Growing up, Mother’s Day was simple. It was a day to celebrate your mother. We’d wake up excited to give her the cheesy gift we made at school and she pretended to love it. Then we’d go to church, pot a plant or something and hand that off to her again. She’d smile and thank us all while wishing we’d help her clean the house once we got home. 

Mom’s are worth celebrating. They do so much to ensure their children’s well being while their children do not even notice most of it. They play the roles of taxi driver, cheerleader, cook, nurse, maid, friend, and so on. 

Happy Mother’s Day to my mom (and my grandma).


But, I grew up and even though I still love my mom and my mom is still very much worth celebrating, Mother’s Day brought on new meanings. 

Now I get to play the role of mom.

But I do it to children who first had a mom that they no longer get to be with and that breaks my heart every day. 

Since being in the foster parent role, I have gotten to care for 12 children as if they were my own. 

Eleven Haitian mothers birthed my children. Only one is living that we know of. I am so thankful for each of the lives that gave birth to my children—some of them even giving their own lives as a result. My children would not be here without those wonderful women who cared for these kids, some only while in the womb and others a couple of years. 

For 11 of these 12 children they will not have any memories or pictures with their mothers. They don’t have stories told by other family members. For many of them, their beginning is so much of a mystery. For this, my heart hurts for them. 

Sometimes I wonder who they got their facial features from or if their laugh sounds just like someone else’s. I’ve wondered if their mothers are still alive if they think about these children that they selflessly left in hopes of a better life. I wonder if they would be proud of who they are becoming.  I wish I could tell them all the stories of how amazing their kids are. 

Even though it isn’t yet Haitian Mother’s Day, Happy Mother’s Day to each of you birth mothers. 


I play the role of mom to children who will one day call someone else mom. We pray every day that this will be sooner than later. That one day, they will no longer have to say goodbye to those they learn to trust.  

To the four moms who get to celebrate mother’s day with all of their children, Happy Mother’s Day. It was such a privilege to get to love your kids for a short time.

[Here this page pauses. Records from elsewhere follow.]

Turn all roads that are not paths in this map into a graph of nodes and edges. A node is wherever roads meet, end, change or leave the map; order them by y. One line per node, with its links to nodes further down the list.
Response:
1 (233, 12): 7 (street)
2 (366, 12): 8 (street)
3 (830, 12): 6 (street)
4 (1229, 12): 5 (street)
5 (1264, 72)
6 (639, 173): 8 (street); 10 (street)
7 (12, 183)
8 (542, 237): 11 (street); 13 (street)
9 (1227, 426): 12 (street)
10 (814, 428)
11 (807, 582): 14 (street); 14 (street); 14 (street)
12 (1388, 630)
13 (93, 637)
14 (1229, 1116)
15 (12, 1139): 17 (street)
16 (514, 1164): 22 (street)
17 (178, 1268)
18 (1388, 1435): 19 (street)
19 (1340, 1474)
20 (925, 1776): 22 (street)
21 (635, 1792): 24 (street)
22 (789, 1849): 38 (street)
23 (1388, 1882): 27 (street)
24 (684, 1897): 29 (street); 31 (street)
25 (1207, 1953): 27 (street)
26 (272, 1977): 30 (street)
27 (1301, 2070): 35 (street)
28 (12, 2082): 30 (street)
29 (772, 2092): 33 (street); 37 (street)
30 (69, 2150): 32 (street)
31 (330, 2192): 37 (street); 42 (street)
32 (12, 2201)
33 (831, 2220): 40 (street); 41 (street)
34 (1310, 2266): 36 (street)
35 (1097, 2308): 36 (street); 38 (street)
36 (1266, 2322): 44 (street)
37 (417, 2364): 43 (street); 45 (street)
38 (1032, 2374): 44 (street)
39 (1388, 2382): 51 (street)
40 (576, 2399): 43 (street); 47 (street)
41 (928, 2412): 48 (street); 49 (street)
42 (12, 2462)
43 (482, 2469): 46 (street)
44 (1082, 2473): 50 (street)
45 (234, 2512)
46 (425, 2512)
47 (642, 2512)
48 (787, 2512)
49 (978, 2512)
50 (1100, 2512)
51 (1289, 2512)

I can’t imagine living in another country, waiting for the day you can come take your child home with you. That wait is brutal. It is such an honor to care for these children while their parents wait longingly for the day they can officially be a whole family.

To the moms in that agonizing waiting stage feeling like you are forced to run a marathon at a snail’s pace just to bring your child home, Happy Mother’s Day. The privilege of caring for your child today is not lost. 


To the mom’s who don’t yet know which child is theirs, Happy Mother’s Day. It is a privilege to care for your child until you are united.


To the mom’s who don’t yet know we are caring for your child, Happy Mother’s Day (and get started on the process). 


I’ve also learned a new appreciation for another set of great mothers; the ones who no longer have their child on this earth. The ones who can’t get a phone call, can’t look at pictures, can’t get cheesy gifts, or can’t hug their child.

To the moms who the world sometimes forgets about, but live with the grief and missing piece of your heart everyday, Happy Mother’s Day. 


Five of my children now get to call someone mom. We pray every day that the six still in my care will one day soon be able to do the same. 

Happy Mother’s Day Moms! No matter how you became a mom or how long you actively got to be a mother—Thank you!